The first layer directly deal with raw words. The words are mapped into a vectors.

Each word $i \in \mathcal{D}$ is embedded into d-dimensional space using a lookup table $\mathrm{LT}_W(.)$:

$\mathrm{LT}_W(i) = W_i$

where $\mathcal{D}$ is a finit dictionary of words, $W \in \mathbb{R}^{d\times |\mathcal{D}|}$ is a matrix of parameters to be learnt, $W_i \in \mathbb{R}^d$ is the i-th column of $W$ and $d$ is the word vector size (wsz) to be chosen by the user.

An input sentence $\{s_1,..., s_n\}$ is this transformed into a series of vectors $\{W_{s_1}, ..., W_{s_n}\}$.

The parameter $W$ is trained during learning process.

#### Variations on Word Representations

All words are converted to lower case and capitalization are represented as separate feature flag.

When a word is decomposed into K deatures, it is represented as a tuple $\boldsymbol{i} = \{i^1,...,i^K\} \in \mathcal{D}^1\times ... \times \mathcal{D}^K$, where $\mathcal{D}^K$ is the dictionary for the k-th element.

Each element is associated to a lookup-table $\mathrm{LT}_{W^k}(.)$ with parameters $W^k \in \mathbb{R}^{d\times |\mathcal{D^k}|}$.

#### Classifying with Respect to a Predicate

In SRL the class label of each word in a sentence depends on a given predicate.
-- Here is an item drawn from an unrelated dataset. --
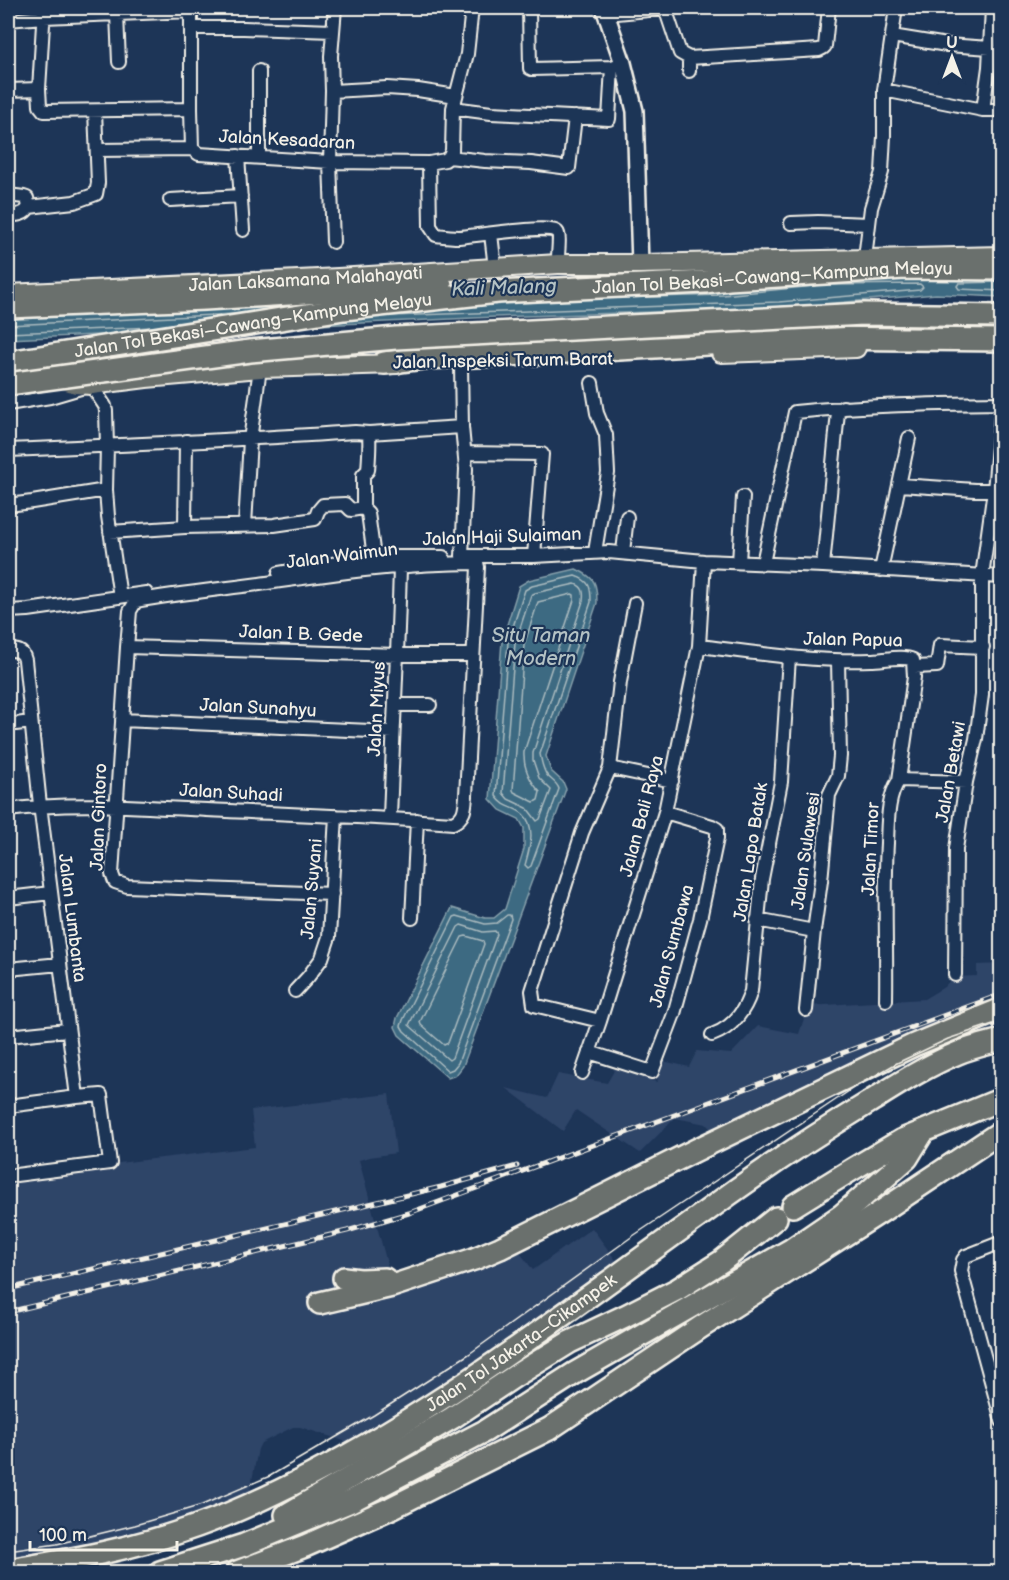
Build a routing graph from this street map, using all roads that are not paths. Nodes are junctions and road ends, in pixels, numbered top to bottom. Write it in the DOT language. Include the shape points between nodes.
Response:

A feature that encodes its relative distance to the predicate is added. For the i-th word in a sentence, if the predicate is at position $\mathrm{pos_p}$ additional lookup table $LT^\mathrm{dist_p}(i - \mathrm{pos_p})$


#### Variable Sentence Length

To deal with variable-length sequence, Time-Delay Neural Networks (TDNNs, Waibel et al., 1989) is used.

A TDNN "reads" the sequence in an online fashion, at time $t$ one sees $x_t$.

A classical TDNN layer performs a convolution on a given sequence $\boldsymbol{o}$.

$\boldsymbol{o}(t) = \sum_{j=1-t}^{n-t} \boldsymbol{L}_j x_{t+j}$

where $L_j \in \mathbb{R}^{n_{hu}\times d} (-n \le j \le n)$ are the training parameters of the layer with $n_{hu}$ hidden units.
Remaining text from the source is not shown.